(Material for the task)

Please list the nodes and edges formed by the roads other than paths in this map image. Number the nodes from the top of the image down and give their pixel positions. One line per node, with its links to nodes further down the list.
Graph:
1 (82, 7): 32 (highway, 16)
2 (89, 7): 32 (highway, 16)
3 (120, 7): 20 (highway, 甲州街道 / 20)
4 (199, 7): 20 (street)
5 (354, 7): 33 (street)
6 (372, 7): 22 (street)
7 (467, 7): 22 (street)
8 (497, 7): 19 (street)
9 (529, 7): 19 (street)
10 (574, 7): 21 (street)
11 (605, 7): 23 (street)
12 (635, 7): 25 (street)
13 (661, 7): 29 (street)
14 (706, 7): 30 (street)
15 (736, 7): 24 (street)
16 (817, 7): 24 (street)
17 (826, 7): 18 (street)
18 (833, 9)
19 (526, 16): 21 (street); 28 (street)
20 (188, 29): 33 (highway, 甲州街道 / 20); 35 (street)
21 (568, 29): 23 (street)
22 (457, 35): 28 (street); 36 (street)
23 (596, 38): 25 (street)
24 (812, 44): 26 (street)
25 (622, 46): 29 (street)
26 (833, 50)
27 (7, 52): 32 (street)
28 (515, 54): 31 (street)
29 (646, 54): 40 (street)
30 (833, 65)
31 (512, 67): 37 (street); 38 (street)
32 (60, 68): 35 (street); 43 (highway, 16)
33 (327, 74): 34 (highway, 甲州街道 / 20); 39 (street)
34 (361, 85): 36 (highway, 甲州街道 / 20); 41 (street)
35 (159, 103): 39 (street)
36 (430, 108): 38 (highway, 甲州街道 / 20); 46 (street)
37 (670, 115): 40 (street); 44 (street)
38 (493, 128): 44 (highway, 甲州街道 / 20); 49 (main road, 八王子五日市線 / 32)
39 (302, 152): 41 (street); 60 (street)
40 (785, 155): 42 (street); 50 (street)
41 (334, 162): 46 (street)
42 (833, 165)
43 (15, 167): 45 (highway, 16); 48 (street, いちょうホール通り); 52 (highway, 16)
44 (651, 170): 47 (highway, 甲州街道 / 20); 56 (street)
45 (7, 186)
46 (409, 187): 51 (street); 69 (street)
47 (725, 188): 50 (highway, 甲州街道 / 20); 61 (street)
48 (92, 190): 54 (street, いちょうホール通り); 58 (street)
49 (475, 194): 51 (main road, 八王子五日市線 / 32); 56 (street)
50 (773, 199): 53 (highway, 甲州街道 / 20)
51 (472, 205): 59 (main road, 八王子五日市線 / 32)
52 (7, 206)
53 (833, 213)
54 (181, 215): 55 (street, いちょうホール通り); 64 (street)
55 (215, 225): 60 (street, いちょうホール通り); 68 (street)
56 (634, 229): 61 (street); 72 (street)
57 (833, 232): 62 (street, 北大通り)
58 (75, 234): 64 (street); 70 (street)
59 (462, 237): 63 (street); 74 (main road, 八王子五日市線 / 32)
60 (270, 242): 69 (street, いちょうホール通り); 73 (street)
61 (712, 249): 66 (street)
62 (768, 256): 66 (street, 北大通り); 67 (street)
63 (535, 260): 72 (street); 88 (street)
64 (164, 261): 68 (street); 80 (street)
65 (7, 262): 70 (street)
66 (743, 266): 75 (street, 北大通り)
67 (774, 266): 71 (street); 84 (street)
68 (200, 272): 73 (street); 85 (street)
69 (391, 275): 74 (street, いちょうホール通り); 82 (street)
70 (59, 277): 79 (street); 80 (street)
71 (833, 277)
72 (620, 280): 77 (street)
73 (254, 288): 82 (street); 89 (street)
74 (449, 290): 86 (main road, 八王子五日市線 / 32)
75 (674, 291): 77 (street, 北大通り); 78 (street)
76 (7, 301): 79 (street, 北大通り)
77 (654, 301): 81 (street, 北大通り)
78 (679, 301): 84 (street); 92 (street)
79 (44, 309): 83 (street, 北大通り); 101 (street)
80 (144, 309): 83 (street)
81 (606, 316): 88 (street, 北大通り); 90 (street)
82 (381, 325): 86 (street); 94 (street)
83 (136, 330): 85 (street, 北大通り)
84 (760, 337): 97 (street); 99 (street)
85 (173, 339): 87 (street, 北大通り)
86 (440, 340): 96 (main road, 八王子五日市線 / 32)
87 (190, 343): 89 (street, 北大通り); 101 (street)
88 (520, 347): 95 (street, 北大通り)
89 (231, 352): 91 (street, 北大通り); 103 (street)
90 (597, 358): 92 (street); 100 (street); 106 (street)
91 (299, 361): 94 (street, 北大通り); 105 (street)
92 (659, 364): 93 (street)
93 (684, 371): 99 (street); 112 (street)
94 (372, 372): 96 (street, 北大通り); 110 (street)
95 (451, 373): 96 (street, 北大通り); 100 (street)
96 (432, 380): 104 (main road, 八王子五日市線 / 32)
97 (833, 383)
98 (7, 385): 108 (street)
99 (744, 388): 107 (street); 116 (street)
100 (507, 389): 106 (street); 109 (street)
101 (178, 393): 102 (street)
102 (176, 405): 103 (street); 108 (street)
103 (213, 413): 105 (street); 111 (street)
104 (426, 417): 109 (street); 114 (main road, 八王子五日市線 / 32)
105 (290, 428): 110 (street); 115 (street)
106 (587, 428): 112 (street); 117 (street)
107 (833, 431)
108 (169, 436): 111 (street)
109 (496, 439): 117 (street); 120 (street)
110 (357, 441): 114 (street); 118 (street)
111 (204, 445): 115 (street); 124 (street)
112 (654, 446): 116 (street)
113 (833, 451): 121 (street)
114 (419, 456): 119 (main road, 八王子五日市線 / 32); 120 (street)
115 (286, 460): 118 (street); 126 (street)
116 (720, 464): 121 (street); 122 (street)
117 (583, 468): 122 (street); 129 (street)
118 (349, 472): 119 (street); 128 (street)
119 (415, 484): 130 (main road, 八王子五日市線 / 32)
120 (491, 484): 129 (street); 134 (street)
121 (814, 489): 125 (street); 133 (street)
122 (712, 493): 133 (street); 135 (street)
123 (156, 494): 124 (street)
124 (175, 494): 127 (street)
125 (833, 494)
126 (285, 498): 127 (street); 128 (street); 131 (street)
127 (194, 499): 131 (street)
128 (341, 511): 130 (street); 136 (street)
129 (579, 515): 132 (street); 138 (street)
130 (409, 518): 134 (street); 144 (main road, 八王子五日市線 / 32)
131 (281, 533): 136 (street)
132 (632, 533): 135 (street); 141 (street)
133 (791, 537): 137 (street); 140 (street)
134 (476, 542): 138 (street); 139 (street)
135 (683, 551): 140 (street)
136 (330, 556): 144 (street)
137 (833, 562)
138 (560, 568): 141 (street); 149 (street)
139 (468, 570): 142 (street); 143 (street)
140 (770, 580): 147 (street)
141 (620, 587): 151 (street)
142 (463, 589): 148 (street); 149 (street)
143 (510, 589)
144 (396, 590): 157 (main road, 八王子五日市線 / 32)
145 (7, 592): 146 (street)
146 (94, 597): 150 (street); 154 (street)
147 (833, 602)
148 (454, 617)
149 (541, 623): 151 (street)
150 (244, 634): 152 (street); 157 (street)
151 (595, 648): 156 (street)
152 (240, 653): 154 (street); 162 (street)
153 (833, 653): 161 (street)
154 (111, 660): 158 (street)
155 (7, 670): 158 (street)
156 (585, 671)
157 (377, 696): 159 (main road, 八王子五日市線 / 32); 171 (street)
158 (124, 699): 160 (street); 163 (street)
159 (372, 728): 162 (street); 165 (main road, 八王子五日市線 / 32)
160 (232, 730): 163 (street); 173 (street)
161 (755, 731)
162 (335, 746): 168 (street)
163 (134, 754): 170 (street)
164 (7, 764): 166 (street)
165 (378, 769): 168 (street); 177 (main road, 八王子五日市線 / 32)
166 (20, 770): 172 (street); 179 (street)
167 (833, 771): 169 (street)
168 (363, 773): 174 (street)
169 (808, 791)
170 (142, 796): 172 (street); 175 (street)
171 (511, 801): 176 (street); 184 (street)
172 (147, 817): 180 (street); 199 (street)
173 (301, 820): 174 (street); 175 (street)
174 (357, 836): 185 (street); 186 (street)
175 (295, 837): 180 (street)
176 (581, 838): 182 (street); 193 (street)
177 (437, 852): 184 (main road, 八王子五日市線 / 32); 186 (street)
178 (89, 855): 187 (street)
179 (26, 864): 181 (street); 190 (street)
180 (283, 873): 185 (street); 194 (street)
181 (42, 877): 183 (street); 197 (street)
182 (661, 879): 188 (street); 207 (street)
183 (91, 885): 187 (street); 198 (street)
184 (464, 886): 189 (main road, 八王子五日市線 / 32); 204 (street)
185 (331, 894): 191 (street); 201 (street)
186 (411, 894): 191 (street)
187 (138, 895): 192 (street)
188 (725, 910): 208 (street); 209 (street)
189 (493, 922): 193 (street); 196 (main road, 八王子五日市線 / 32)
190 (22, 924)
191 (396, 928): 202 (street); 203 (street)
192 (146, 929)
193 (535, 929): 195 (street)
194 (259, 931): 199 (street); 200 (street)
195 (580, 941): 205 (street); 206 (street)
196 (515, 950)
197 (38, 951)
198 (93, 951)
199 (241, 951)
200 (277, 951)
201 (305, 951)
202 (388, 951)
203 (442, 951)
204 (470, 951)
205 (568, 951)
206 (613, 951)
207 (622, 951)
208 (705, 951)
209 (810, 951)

(End Material for the task)
(Material for the task)

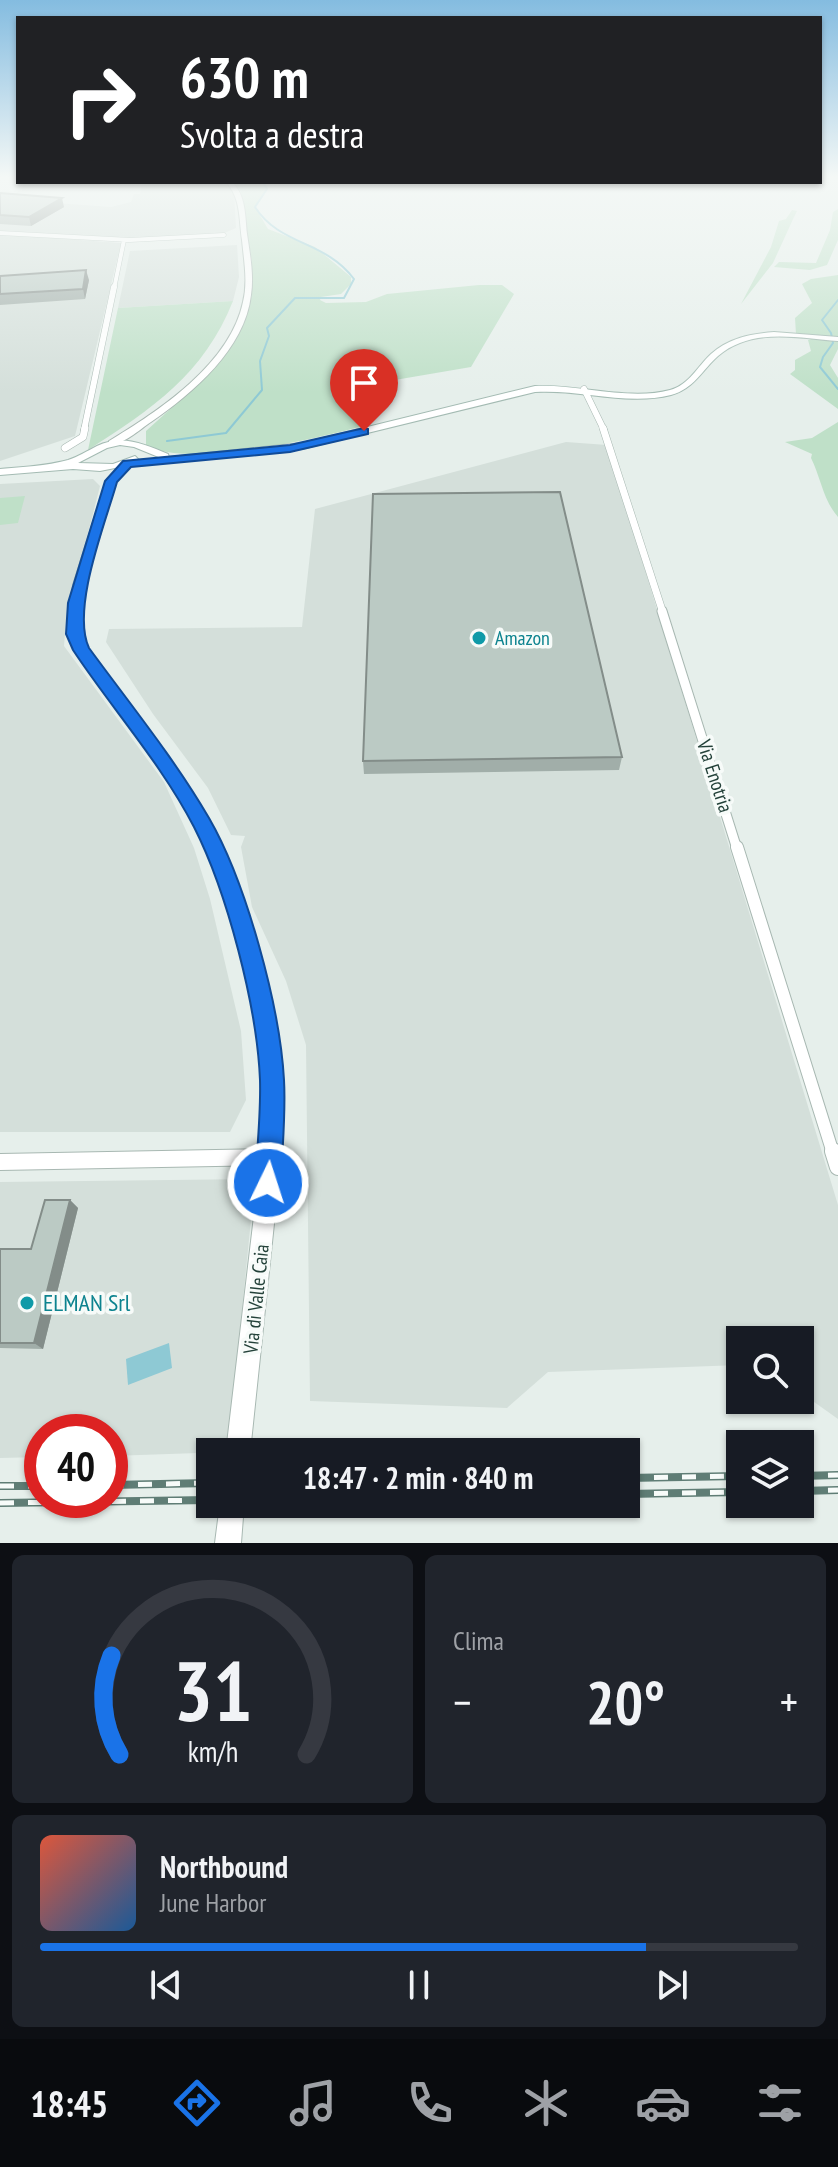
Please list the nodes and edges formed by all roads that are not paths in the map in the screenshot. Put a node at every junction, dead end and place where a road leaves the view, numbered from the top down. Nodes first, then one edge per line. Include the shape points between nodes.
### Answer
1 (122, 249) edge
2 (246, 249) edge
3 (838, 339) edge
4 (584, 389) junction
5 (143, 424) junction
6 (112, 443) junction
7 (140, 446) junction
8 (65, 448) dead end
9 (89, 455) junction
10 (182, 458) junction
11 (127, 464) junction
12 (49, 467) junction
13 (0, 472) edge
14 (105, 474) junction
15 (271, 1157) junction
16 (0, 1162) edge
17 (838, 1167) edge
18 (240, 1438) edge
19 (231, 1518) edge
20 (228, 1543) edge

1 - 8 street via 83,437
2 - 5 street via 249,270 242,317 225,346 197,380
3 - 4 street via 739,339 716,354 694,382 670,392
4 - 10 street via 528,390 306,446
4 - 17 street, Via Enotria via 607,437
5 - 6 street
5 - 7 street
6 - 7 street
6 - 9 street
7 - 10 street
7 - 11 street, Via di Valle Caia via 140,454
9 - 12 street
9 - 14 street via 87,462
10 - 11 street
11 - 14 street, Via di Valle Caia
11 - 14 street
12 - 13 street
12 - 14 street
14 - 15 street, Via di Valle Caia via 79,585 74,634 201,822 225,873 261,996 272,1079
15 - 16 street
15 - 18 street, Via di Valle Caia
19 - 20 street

(End Material for the task)

== Instructions for the task ==
Copy out each line of the data that has the word "nodes" in it.

== Task response ==
Please list the nodes and edges formed by the roads other than paths in this map image. Number the nodes from the top of the image down and give their pixel positions. One line per node, with its links to nodes further down the list.
Please list the nodes and edges formed by all roads that are not paths in the map in the screenshot. Put a node at every junction, dead end and place where a road leaves the view, numbered from the top down. Nodes first, then one edge per line. Include the shape points between nodes.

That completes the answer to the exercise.